-------- RECORDS TO USE

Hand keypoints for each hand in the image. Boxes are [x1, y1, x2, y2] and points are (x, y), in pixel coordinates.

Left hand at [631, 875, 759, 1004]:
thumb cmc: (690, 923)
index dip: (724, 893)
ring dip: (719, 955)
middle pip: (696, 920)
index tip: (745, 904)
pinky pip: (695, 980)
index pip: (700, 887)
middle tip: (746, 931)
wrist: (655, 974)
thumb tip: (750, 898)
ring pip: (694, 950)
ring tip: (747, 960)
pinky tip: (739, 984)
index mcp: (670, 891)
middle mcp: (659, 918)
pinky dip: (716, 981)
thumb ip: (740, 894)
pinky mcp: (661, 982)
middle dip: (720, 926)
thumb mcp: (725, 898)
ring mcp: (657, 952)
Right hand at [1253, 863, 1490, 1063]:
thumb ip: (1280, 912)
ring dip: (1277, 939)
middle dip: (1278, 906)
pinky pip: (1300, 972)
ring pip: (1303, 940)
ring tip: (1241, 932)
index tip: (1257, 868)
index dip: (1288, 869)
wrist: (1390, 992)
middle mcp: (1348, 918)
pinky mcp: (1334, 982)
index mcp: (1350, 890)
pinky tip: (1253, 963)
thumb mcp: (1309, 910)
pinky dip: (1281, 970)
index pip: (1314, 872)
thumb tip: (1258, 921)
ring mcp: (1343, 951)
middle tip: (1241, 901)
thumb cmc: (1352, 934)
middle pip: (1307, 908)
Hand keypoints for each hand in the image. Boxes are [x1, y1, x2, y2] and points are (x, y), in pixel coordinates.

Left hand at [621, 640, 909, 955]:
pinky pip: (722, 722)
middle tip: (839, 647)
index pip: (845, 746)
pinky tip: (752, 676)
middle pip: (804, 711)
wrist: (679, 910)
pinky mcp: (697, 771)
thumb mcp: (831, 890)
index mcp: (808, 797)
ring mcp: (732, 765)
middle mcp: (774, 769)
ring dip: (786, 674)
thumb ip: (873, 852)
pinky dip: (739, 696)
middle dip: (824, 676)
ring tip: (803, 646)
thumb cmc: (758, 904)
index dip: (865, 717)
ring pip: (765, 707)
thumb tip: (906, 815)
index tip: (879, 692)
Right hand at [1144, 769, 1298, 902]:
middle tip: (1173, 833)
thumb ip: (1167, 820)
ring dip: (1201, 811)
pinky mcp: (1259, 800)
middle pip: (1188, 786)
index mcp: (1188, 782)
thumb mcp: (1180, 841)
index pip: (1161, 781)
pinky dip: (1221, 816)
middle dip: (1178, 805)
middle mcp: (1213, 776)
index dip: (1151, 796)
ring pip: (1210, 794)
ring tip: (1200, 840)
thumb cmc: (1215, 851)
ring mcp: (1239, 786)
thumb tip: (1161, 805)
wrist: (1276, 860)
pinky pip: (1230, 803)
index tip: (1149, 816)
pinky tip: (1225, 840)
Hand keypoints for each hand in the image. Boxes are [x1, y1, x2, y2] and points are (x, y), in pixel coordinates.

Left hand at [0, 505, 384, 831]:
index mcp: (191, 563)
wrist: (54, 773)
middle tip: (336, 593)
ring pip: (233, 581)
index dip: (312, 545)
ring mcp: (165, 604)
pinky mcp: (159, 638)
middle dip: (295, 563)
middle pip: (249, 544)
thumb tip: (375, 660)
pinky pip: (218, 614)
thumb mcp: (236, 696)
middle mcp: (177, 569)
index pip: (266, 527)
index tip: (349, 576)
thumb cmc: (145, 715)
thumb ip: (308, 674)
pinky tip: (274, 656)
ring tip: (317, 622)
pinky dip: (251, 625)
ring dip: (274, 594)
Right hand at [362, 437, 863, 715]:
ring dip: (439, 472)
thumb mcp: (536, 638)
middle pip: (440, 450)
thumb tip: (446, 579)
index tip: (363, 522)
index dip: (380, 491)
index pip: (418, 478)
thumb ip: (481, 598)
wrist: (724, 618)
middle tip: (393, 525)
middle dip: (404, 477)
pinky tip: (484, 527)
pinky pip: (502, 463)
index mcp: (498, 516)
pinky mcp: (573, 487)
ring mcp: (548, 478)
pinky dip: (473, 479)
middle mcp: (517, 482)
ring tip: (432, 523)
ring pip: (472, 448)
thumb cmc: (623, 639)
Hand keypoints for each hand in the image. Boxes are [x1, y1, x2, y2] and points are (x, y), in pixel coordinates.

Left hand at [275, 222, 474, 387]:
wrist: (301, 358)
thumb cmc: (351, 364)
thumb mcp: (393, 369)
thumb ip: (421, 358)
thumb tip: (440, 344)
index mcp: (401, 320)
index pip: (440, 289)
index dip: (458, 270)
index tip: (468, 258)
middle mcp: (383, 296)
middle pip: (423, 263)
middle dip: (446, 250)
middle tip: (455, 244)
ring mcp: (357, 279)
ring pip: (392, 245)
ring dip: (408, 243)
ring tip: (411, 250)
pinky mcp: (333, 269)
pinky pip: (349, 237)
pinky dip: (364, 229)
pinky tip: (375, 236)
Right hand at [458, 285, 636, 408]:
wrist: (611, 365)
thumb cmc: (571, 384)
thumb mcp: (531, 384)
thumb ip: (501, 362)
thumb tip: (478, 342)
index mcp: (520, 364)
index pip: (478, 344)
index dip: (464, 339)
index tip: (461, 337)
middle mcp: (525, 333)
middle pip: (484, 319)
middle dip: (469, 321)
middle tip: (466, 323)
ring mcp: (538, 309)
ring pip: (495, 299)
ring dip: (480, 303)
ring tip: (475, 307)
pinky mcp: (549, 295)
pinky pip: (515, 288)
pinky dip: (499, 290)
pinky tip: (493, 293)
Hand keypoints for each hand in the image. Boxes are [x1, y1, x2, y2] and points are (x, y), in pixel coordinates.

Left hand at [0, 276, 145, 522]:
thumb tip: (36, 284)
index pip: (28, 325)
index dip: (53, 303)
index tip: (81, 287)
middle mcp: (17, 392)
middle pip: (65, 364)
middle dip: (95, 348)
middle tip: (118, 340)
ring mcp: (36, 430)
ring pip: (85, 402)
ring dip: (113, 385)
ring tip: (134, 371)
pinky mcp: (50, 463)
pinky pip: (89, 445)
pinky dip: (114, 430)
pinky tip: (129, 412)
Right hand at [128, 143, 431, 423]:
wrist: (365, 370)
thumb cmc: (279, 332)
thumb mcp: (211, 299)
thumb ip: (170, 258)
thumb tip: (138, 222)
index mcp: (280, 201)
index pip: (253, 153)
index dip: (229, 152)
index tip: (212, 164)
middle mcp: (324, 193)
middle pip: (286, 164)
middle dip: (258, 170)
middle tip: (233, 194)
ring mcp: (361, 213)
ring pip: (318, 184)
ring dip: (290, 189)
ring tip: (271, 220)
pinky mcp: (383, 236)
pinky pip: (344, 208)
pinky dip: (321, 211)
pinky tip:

----------------

ASSIGNMENT:
Output every entry word for word.

TASK RESPONSE:
Hand keypoints for each hand in the image. Boxes are [x1, y1, x2, y2] and points are (x, y), in pixel coordinates.

Left hand at [631, 875, 759, 1004]:
thumb cmc: (690, 923)
index dip: (724, 893)
ring dip: (719, 955)
middle pip: (696, 920)
index tip: (745, 904)
pinky pip: (695, 980)
index pip: (700, 887)
middle tip: (746, 931)
wrist: (655, 974)
thumb tip: (750, 898)
ring pip: (694, 950)
ring tip: (747, 960)
pinky tip: (739, 984)
index mcp: (670, 891)
middle mcp: (659, 918)
pinky dip: (716, 981)
thumb ip: (740, 894)
pinky mcp: (661, 982)
middle dip: (720, 926)
thumb mcp: (725, 898)
ring mcp: (657, 952)
Right hand at [1253, 863, 1490, 1063]:
thumb ip: (1280, 912)
ring dip: (1277, 939)
middle dip: (1278, 906)
pinky pip: (1300, 972)
ring pip: (1303, 940)
ring tip: (1241, 932)
index tip: (1257, 868)
index dip: (1288, 869)
wrist: (1390, 992)
middle mcp: (1348, 918)
pinky mcp: (1334, 982)
index mcp: (1350, 890)
pinky tip: (1253, 963)
thumb mcp: (1309, 910)
pinky dip: (1281, 970)
index pip: (1314, 872)
thumb tip: (1258, 921)
ring mcp: (1343, 951)
middle tip: (1241, 901)
thumb cmc: (1352, 934)
middle pip: (1307, 908)
Hand keypoints for each hand in the image. Boxes are [x1, y1, x2, y2] and points are (x, y), in pixel coordinates.

Left hand at [621, 640, 909, 955]:
pinky pip: (722, 722)
middle tip: (839, 647)
index pip: (845, 746)
pinky tip: (752, 676)
middle pip: (804, 711)
wrist: (679, 910)
pinky mcp: (697, 771)
thumb mcp: (831, 890)
index mcp: (808, 797)
ring mcp: (732, 765)
middle mcp: (774, 769)
ring dip: (786, 674)
thumb ip: (873, 852)
pinky dip: (739, 696)
middle dip: (824, 676)
ring tip: (803, 646)
thumb cmc: (758, 904)
index dip: (865, 717)
ring pip: (765, 707)
thumb tip: (906, 815)
index tip: (879, 692)
Right hand at [1144, 769, 1298, 902]:
middle tip: (1173, 833)
thumb ip: (1167, 820)
ring dip: (1201, 811)
pinky mcp: (1259, 800)
middle pip: (1188, 786)
index mcp: (1188, 782)
thumb mcp: (1180, 841)
index pip: (1161, 781)
pinky dip: (1221, 816)
middle dip: (1178, 805)
middle mcp: (1213, 776)
index dip: (1151, 796)
ring pip: (1210, 794)
ring tip: (1200, 840)
thumb cmc: (1215, 851)
ring mcp: (1239, 786)
thumb tip: (1161, 805)
wrist: (1276, 860)
pinky pip: (1230, 803)
index tip: (1149, 816)
pinky tip: (1225, 840)
Hand keypoints for each hand in the image. Boxes are [x1, y1, x2, y2] and points are (x, y), in pixel coordinates.

Left hand at [0, 505, 384, 831]:
index mcp: (191, 563)
wrist: (54, 773)
middle tip: (336, 593)
ring pip: (233, 581)
index dip: (312, 545)
ring mcp: (165, 604)
pinky mcp: (159, 638)
middle dip: (295, 563)
middle pip: (249, 544)
thumb tip: (375, 660)
pinky pip: (218, 614)
thumb mcp: (236, 696)
middle mcp: (177, 569)
index pip: (266, 527)
index tip: (349, 576)
thumb cmc: (145, 715)
thumb ip: (308, 674)
pinky tip: (274, 656)
ring tip: (317, 622)
pinky dip: (251, 625)
ring dip: (274, 594)
Right hand at [362, 437, 863, 715]:
ring dip: (439, 472)
thumb mcp: (536, 638)
middle pip: (440, 450)
thumb tip: (446, 579)
index tip: (363, 522)
index dip: (380, 491)
index pip: (418, 478)
thumb ip: (481, 598)
wrist: (724, 618)
middle tip: (393, 525)
middle dip: (404, 477)
pinky tip: (484, 527)
pinky pip: (502, 463)
index mcp: (498, 516)
pinky mcp: (573, 487)
ring mcp: (548, 478)
pinky dip: (473, 479)
middle mcp: (517, 482)
ring tip: (432, 523)
ring pip: (472, 448)
thumb cmc: (623, 639)
Hand keypoints for each hand in the image. Boxes are [x1, y1, x2, y2] and points are (x, y), in pixel coordinates.

Left hand at [275, 222, 474, 387]:
wrist: (301, 358)
thumb cmc: (351, 364)
thumb mcp: (393, 369)
thumb ip: (421, 358)
thumb tip: (440, 344)
index mcp: (401, 320)
index pip: (440, 289)
index dip: (458, 270)
index tip: (468, 258)
middle mcp: (383, 296)
middle pip: (423, 263)
middle dip: (446, 250)
middle tip: (455, 244)
ring mcp: (357, 279)
ring pip: (392, 245)
ring dip: (408, 243)
ring tip: (411, 250)
pinky mcp: (333, 269)
pinky pip: (349, 237)
pinky dip: (364, 229)
pinky tip: (375, 236)
Right hand at [458, 285, 636, 408]:
wrist: (611, 365)
thumb cmc: (571, 384)
thumb mcp: (531, 384)
thumb ip: (501, 362)
thumb tip: (478, 342)
index mcp: (520, 364)
index pip: (478, 344)
index dip: (464, 339)
index tip: (461, 337)
middle mcp: (525, 333)
middle pip: (484, 319)
middle dip: (469, 321)
middle tip: (466, 323)
ring mcp: (538, 309)
ring pip: (495, 299)
ring dip: (480, 303)
ring tip: (475, 307)
pinky mcp: (549, 295)
pinky pip: (515, 288)
pinky dip: (499, 290)
pinky tip: (493, 293)
Hand keypoints for each hand in the image. Boxes are [x1, y1, x2, y2] and points are (x, y), in pixel coordinates.

Left hand at [0, 276, 145, 522]:
thumb tip: (36, 284)
index pip: (28, 325)
index dip: (53, 303)
index tip: (81, 287)
middle mcp: (17, 392)
middle pip: (65, 364)
middle dip: (95, 348)
middle tip: (118, 340)
ring mcp: (36, 430)
ring pip: (85, 402)
ring dip: (113, 385)
ring tip: (134, 371)
pinky mcp: (50, 463)
pinky pip: (89, 445)
pinky dip: (114, 430)
pinky tip: (129, 412)
Right hand at [128, 143, 431, 423]:
wrist: (365, 370)
thumb cmc: (279, 332)
thumb mcp: (211, 299)
thumb ip: (170, 258)
thumb tip: (138, 222)
index mcp: (280, 201)
index pip: (253, 153)
index dip: (229, 152)
index tip: (212, 164)
middle mcp: (324, 193)
middle pip: (286, 164)
middle dip: (258, 170)
middle tip: (233, 194)
ring mcp: (361, 213)
ring pip: (318, 184)
ring dip: (290, 189)
ring tip: (271, 220)
pinky mcp: (383, 236)
pinky pip: (344, 208)
pinky dip: (321, 211)
pinky tip:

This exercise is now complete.